START Material for this task
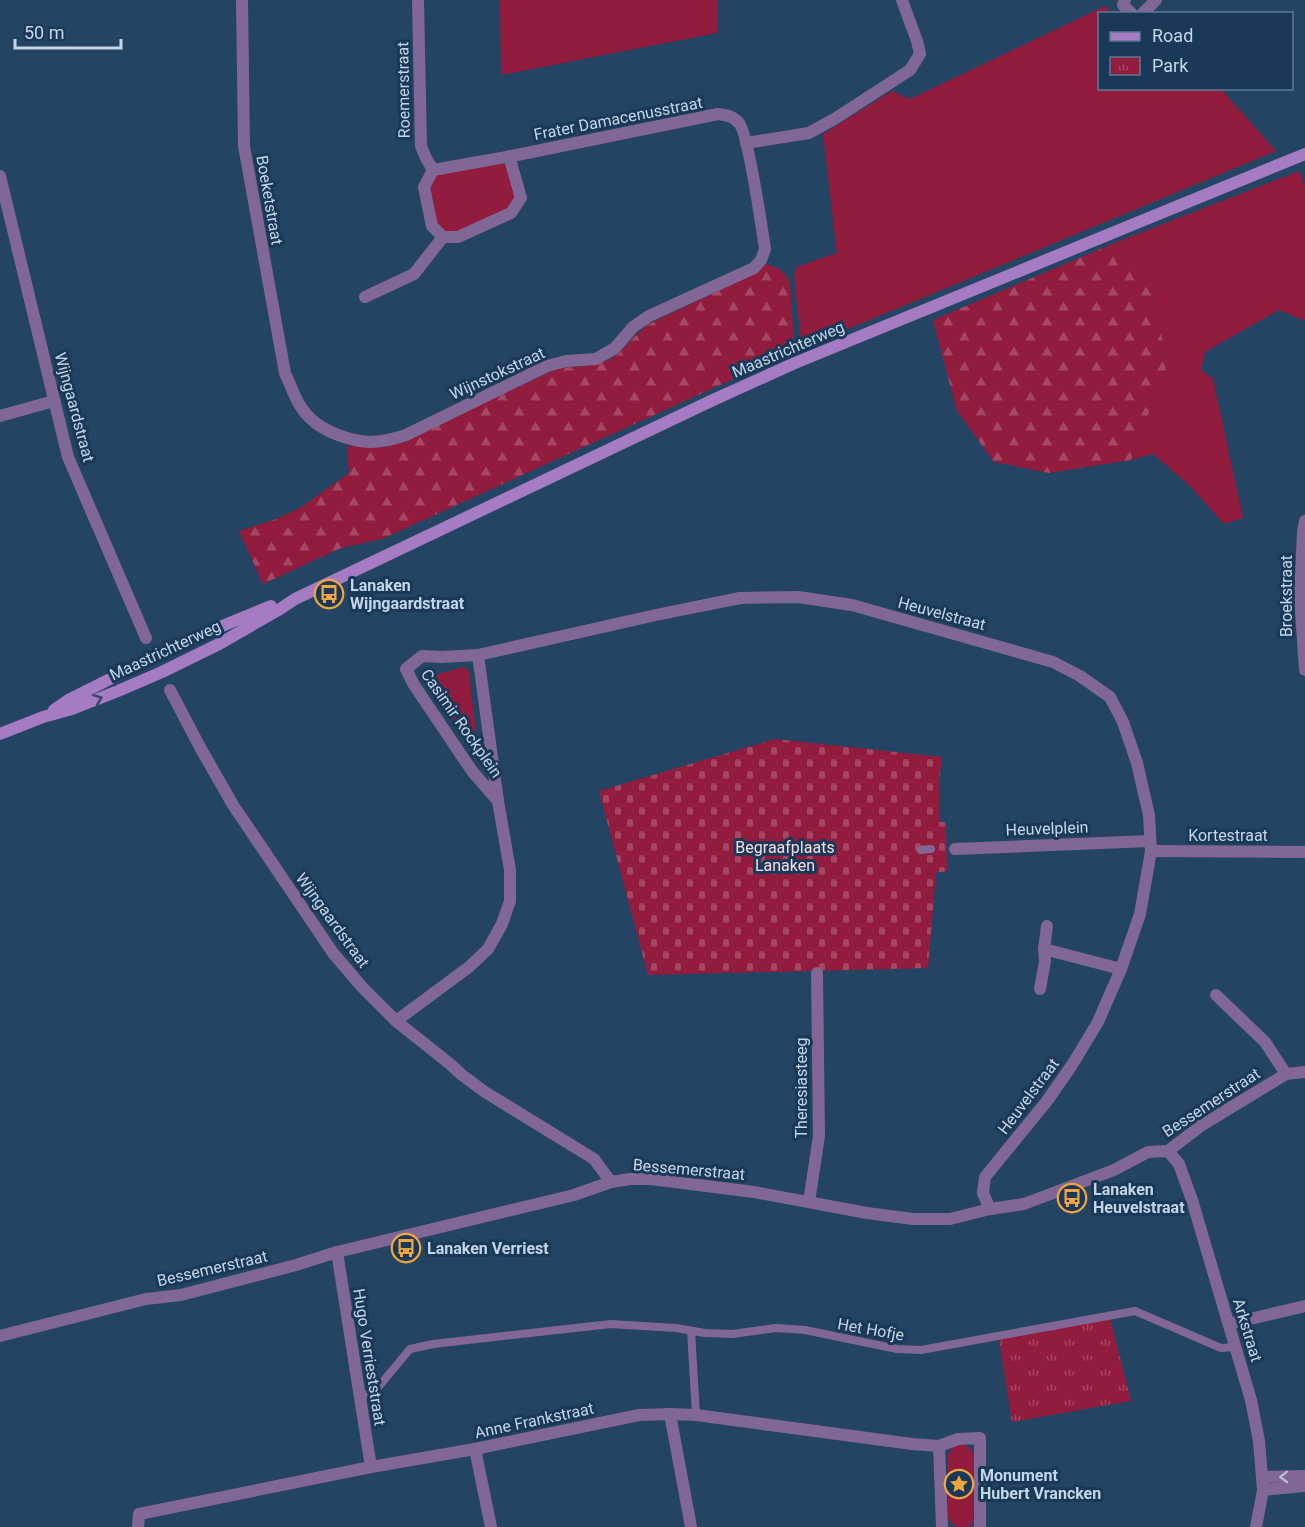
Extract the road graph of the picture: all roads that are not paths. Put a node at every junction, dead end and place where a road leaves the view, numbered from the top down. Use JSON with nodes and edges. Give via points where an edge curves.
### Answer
{"nodes":[{"id":1,"x":242,"y":0,"type":"edge"},
{"id":2,"x":418,"y":0,"type":"edge"},
{"id":3,"x":902,"y":0,"type":"edge"},
{"id":4,"x":1125,"y":0,"type":"edge"},
{"id":5,"x":1156,"y":0,"type":"edge"},
{"id":6,"x":1130,"y":12,"type":"edge"},
{"id":7,"x":1144,"y":12,"type":"edge"},
{"id":8,"x":746,"y":143,"type":"junction"},
{"id":9,"x":1305,"y":154,"type":"edge"},
{"id":10,"x":509,"y":156,"type":"junction"},
{"id":11,"x":433,"y":170,"type":"junction"},
{"id":12,"x":0,"y":176,"type":"edge"},
{"id":13,"x":0,"y":181,"type":"edge"},
{"id":14,"x":443,"y":237,"type":"junction"},
{"id":15,"x":365,"y":297,"type":"dead end"},
{"id":16,"x":54,"y":401,"type":"junction"},
{"id":17,"x":297,"y":401,"type":"joint"},
{"id":18,"x":0,"y":416,"type":"edge"},
{"id":19,"x":1305,"y":521,"type":"edge"},
{"id":20,"x":147,"y":638,"type":"dead end"},
{"id":21,"x":478,"y":655,"type":"junction"},
{"id":22,"x":1305,"y":670,"type":"edge"},
{"id":23,"x":170,"y":690,"type":"dead end"},
{"id":24,"x":0,"y":734,"type":"edge"},
{"id":25,"x":498,"y":801,"type":"junction"},
{"id":26,"x":1150,"y":846,"type":"junction"},
{"id":27,"x":931,"y":849,"type":"dead end"},
{"id":28,"x":951,"y":849,"type":"dead end"},
{"id":29,"x":921,"y":850,"type":"dead end"},
{"id":30,"x":1305,"y":852,"type":"edge"},
{"id":31,"x":1047,"y":926,"type":"dead end"},
{"id":32,"x":1044,"y":949,"type":"junction"},
{"id":33,"x":1121,"y":969,"type":"junction"},
{"id":34,"x":817,"y":973,"type":"dead end"},
{"id":35,"x":1040,"y":989,"type":"dead end"},
{"id":36,"x":1216,"y":995,"type":"dead end"},
{"id":37,"x":396,"y":1021,"type":"junction"},
{"id":38,"x":1305,"y":1072,"type":"edge"},
{"id":39,"x":1286,"y":1074,"type":"junction"},
{"id":40,"x":1168,"y":1151,"type":"junction"},
{"id":41,"x":611,"y":1182,"type":"junction"},
{"id":42,"x":809,"y":1202,"type":"junction"},
{"id":43,"x":990,"y":1209,"type":"junction"},
{"id":44,"x":337,"y":1252,"type":"junction"},
{"id":45,"x":1305,"y":1306,"type":"edge"},
{"id":46,"x":1229,"y":1324,"type":"junction"},
{"id":47,"x":691,"y":1331,"type":"junction"},
{"id":48,"x":0,"y":1336,"type":"edge"},
{"id":49,"x":1236,"y":1347,"type":"junction"},
{"id":50,"x":359,"y":1397,"type":"junction"},
{"id":51,"x":670,"y":1414,"type":"junction"},
{"id":52,"x":696,"y":1415,"type":"junction"},
{"id":53,"x":939,"y":1446,"type":"junction"},
{"id":54,"x":475,"y":1449,"type":"junction"},
{"id":55,"x":372,"y":1467,"type":"junction"},
{"id":56,"x":1305,"y":1476,"type":"edge"},
{"id":57,"x":1263,"y":1484,"type":"junction"},
{"id":58,"x":1305,"y":1486,"type":"edge"},
{"id":59,"x":139,"y":1521,"type":"edge"},
{"id":60,"x":491,"y":1527,"type":"edge"},
{"id":61,"x":691,"y":1527,"type":"edge"},
{"id":62,"x":942,"y":1527,"type":"edge"},
{"id":63,"x":980,"y":1527,"type":"edge"},
{"id":64,"x":1256,"y":1527,"type":"edge"}],
"edges":[{"from":1,"to":17,"type":"street","name":"Boeketstraat","via":[[244,146],[285,373]]},
{"from":2,"to":11,"type":"street","name":"Roemerstraat","via":[[421,146]]},
{"from":3,"to":8,"type":"street","via":[[920,54],[910,69],[809,134]]},
{"from":4,"to":6,"type":"street","via":[[1123,5]]},
{"from":5,"to":7,"type":"street"},
{"from":8,"to":10,"type":"street","name":"Frater Damacenusstraat","via":[[740,124],[729,115],[718,114]]},
{"from":8,"to":17,"type":"street","name":"Wijnstokstraat","via":[[765,249],[761,260],[754,268],[649,316],[615,348],[596,359],[547,366],[390,440],[368,442],[326,430]]},
{"from":9,"to":24,"type":"main road","name":"Maastrichterweg","via":[[795,363],[295,599],[162,672]]},
{"from":10,"to":11,"type":"street"},
{"from":10,"to":14,"type":"street","via":[[521,198],[516,207],[511,213],[458,237]]},
{"from":11,"to":14,"type":"street","via":[[424,187],[432,226]]},
{"from":12,"to":13,"type":"street","name":"Wijngaardstraat"},
{"from":13,"to":16,"type":"street","name":"Wijngaardstraat"},
{"from":14,"to":15,"type":"street","via":[[414,274]]},
{"from":16,"to":18,"type":"street"},
{"from":16,"to":20,"type":"street","name":"Wijngaardstraat","via":[[68,457]]},
{"from":19,"to":22,"type":"street","name":"Broekstraat","via":[[1300,596]]},
{"from":21,"to":25,"type":"street","name":"Casimir Rockplein"},
{"from":21,"to":25,"type":"street","name":"Casimir Rockplein","via":[[422,656],[406,669],[472,771]]},
{"from":21,"to":26,"type":"street","name":"Heuvelstraat","via":[[740,598],[784,597],[852,606],[1001,646],[1053,662],[1110,697],[1137,763],[1149,814]]},
{"from":23,"to":37,"type":"street","name":"Wijngaardstraat","via":[[233,805],[333,953]]},
{"from":25,"to":37,"type":"street","name":"Casimir Rockplein","via":[[510,870],[510,901],[502,924],[488,949],[469,967]]},
{"from":26,"to":28,"type":"street","name":"Heuvelplein"},
{"from":26,"to":30,"type":"street","name":"Kortestraat"},
{"from":26,"to":33,"type":"street","name":"Heuvelstraat","via":[[1140,914]]},
{"from":27,"to":29,"type":"lane"},
{"from":31,"to":32,"type":"street"},
{"from":32,"to":33,"type":"street"},
{"from":32,"to":35,"type":"street"},
{"from":33,"to":43,"type":"street","name":"Heuvelstraat","via":[[1098,1022],[1072,1065],[985,1177],[983,1193]]},
{"from":34,"to":42,"type":"street","name":"Theresiasteeg","via":[[819,1136]]},
{"from":36,"to":39,"type":"street","name":"Bessemerstraat","via":[[1265,1042]]},
{"from":37,"to":41,"type":"street","name":"Wijngaardstraat","via":[[485,1092],[594,1159]]},
{"from":38,"to":39,"type":"street","name":"Bessemerstraat"},
{"from":39,"to":40,"type":"street","name":"Bessemerstraat","via":[[1202,1125]]},
{"from":40,"to":43,"type":"street","name":"Bessemerstraat","via":[[1148,1152],[1114,1170],[1024,1204]]},
{"from":40,"to":46,"type":"street","name":"Arkstraat","via":[[1179,1164]]},
{"from":41,"to":42,"type":"street","name":"Bessemerstraat","via":[[651,1179]]},
{"from":41,"to":44,"type":"street","name":"Bessemerstraat","via":[[574,1195]]},
{"from":42,"to":43,"type":"street","name":"Bessemerstraat","via":[[913,1220],[950,1219]]},
{"from":44,"to":48,"type":"street","name":"Bessemerstraat","via":[[192,1292],[146,1299]]},
{"from":44,"to":50,"type":"street","name":"Hugo Verrieststraat"},
{"from":45,"to":46,"type":"street"},
{"from":46,"to":49,"type":"street","name":"Arkstraat"},
{"from":47,"to":49,"type":"lane","name":"Het Hofje","via":[[732,1334],[776,1328],[805,1330],[897,1349],[921,1350],[1135,1311],[1221,1348]]},
{"from":47,"to":50,"type":"lane","name":"Het Hofje","via":[[611,1324],[433,1344],[410,1349],[375,1391]]},
{"from":47,"to":52,"type":"lane"},
{"from":49,"to":57,"type":"street","name":"Arkstraat","via":[[1251,1400]]},
{"from":50,"to":55,"type":"street","name":"Hugo Verrieststraat"},
{"from":51,"to":52,"type":"street","name":"Anne Frankstraat"},
{"from":51,"to":54,"type":"street","name":"Anne Frankstraat","via":[[639,1415]]},
{"from":51,"to":61,"type":"street"},
{"from":52,"to":53,"type":"street","name":"Anne Frankstraat"},
{"from":53,"to":62,"type":"street"},
{"from":53,"to":63,"type":"street","name":"Anne Frankstraat","via":[[980,1438]]},
{"from":54,"to":55,"type":"street","name":"Anne Frankstraat"},
{"from":54,"to":60,"type":"street"},
{"from":55,"to":59,"type":"street","name":"Anne Frankstraat"},
{"from":56,"to":57,"type":"street","one_way":true},
{"from":57,"to":58,"type":"street"},
{"from":57,"to":64,"type":"street","name":"Arkstraat"}]}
END Material for this task
Please state how many lines of the records hold the word "Arkstraat", and write nothing but that number.

4